• What the task asks
Search the records for the string "藤沢厚木線", then copy each line that has it.

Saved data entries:
= = =

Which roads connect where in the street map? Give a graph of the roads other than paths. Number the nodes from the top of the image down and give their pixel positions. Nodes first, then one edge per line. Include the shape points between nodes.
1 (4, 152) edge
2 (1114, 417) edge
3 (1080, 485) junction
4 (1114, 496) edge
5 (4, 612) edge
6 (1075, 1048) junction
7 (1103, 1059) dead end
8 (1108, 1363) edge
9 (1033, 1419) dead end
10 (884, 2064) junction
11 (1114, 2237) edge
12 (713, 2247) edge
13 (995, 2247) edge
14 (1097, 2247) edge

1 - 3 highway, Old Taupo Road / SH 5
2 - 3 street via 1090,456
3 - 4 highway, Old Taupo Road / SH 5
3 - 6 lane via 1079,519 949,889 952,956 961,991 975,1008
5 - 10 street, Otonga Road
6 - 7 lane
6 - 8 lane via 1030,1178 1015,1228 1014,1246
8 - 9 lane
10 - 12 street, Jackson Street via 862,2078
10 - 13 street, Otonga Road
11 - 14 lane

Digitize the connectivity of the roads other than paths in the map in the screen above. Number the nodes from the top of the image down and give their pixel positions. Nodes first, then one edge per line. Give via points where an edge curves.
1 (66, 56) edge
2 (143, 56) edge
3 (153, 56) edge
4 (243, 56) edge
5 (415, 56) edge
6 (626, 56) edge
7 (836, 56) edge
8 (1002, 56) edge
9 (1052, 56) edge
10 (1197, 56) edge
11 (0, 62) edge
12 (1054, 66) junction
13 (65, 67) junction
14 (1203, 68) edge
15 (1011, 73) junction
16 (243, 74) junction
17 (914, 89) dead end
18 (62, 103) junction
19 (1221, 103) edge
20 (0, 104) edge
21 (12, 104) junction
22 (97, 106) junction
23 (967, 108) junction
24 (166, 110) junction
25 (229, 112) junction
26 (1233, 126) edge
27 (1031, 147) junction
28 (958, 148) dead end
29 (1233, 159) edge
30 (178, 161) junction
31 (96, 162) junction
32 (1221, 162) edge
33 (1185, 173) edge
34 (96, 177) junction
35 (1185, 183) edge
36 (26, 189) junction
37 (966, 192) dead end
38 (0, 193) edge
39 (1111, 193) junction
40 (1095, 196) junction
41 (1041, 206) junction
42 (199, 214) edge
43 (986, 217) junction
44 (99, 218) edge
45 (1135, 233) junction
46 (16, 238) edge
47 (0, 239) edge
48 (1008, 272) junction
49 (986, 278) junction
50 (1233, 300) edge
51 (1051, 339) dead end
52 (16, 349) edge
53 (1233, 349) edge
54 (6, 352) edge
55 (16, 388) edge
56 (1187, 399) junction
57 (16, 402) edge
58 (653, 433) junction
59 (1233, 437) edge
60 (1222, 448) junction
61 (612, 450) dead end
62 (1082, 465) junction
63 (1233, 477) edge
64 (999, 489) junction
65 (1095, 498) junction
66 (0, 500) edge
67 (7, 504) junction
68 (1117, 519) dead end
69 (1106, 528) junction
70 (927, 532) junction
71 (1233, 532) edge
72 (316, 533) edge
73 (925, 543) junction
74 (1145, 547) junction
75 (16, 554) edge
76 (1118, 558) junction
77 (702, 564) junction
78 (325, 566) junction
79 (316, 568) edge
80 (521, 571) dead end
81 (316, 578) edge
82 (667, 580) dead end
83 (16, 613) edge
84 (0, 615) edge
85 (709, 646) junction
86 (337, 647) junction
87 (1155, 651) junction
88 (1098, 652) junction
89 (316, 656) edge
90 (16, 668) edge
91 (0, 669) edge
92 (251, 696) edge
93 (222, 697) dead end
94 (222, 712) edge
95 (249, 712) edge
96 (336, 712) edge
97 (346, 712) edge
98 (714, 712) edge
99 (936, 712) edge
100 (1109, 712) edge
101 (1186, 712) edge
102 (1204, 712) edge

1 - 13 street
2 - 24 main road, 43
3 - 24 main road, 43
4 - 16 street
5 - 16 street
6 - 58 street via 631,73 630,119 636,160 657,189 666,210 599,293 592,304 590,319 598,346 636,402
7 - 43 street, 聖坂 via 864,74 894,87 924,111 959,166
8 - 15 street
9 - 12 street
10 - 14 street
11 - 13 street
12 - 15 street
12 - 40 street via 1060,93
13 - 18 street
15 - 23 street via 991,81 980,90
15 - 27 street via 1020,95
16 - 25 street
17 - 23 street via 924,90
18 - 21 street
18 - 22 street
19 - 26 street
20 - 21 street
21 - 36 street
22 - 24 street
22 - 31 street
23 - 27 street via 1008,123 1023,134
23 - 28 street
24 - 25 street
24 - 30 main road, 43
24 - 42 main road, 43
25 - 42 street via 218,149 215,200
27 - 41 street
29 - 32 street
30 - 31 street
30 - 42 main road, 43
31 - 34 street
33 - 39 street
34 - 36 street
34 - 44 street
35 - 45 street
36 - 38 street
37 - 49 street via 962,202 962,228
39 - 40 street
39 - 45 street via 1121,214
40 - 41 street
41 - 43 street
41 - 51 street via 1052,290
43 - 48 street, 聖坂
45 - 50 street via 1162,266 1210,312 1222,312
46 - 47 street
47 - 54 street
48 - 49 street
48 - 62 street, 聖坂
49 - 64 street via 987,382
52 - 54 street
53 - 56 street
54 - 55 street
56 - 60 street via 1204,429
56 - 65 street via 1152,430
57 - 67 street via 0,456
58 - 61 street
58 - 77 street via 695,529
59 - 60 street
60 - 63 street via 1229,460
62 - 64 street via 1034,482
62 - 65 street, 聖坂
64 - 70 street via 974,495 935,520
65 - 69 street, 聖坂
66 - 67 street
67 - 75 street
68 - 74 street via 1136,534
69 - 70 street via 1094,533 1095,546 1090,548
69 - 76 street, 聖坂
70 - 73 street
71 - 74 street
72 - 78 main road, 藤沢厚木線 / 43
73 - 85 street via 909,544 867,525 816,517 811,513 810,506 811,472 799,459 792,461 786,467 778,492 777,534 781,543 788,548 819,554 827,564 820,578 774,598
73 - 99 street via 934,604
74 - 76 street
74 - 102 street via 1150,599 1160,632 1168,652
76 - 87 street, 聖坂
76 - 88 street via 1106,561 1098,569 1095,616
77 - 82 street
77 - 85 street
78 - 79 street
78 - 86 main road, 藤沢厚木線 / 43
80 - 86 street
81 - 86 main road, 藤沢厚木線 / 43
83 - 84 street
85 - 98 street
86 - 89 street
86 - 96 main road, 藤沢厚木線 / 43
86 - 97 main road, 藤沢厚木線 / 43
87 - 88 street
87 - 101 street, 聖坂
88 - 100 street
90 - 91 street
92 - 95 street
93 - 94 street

= = =

• Output
72 - 78 main road, 藤沢厚木線 / 43
78 - 86 main road, 藤沢厚木線 / 43
81 - 86 main road, 藤沢厚木線 / 43
86 - 96 main road, 藤沢厚木線 / 43
86 - 97 main road, 藤沢厚木線 / 43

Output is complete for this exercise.